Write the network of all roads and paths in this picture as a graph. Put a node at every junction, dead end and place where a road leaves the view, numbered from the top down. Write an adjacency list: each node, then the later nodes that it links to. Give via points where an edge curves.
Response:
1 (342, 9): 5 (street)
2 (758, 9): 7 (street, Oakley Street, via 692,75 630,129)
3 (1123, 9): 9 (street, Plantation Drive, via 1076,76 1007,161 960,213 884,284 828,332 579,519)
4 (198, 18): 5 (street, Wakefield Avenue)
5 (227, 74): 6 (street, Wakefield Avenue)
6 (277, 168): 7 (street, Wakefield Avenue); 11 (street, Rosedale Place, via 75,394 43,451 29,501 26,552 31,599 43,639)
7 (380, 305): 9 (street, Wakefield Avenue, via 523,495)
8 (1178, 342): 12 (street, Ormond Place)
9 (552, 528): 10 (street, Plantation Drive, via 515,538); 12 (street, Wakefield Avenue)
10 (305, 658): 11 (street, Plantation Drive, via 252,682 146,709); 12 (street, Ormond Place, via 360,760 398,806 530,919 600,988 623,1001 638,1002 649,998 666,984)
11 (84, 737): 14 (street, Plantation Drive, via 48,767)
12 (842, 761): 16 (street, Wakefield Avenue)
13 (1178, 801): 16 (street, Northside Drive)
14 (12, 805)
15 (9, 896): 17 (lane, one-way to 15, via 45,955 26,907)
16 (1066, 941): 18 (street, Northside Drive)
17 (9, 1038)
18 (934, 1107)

**WORK ITEM**
Everything in the data above must be restated verbatim.

**THE ANSWER**
Write the network of all roads and paths in this picture as a graph. Put a node at every junction, dead end and place where a road leaves the view, numbered from the top down. Write an adjacency list: each node, then the later nodes that it links to. Give via points where an edge curves.
Response:
1 (342, 9): 5 (street)
2 (758, 9): 7 (street, Oakley Street, via 692,75 630,129)
3 (1123, 9): 9 (street, Plantation Drive, via 1076,76 1007,161 960,213 884,284 828,332 579,519)
4 (198, 18): 5 (street, Wakefield Avenue)
5 (227, 74): 6 (street, Wakefield Avenue)
6 (277, 168): 7 (street, Wakefield Avenue); 11 (street, Rosedale Place, via 75,394 43,451 29,501 26,552 31,599 43,639)
7 (380, 305): 9 (street, Wakefield Avenue, via 523,495)
8 (1178, 342): 12 (street, Ormond Place)
9 (552, 528): 10 (street, Plantation Drive, via 515,538); 12 (street, Wakefield Avenue)
10 (305, 658): 11 (street, Plantation Drive, via 252,682 146,709); 12 (street, Ormond Place, via 360,760 398,806 530,919 600,988 623,1001 638,1002 649,998 666,984)
11 (84, 737): 14 (street, Plantation Drive, via 48,767)
12 (842, 761): 16 (street, Wakefield Avenue)
13 (1178, 801): 16 (street, Northside Drive)
14 (12, 805)
15 (9, 896): 17 (lane, one-way to 15, via 45,955 26,907)
16 (1066, 941): 18 (street, Northside Drive)
17 (9, 1038)
18 (934, 1107)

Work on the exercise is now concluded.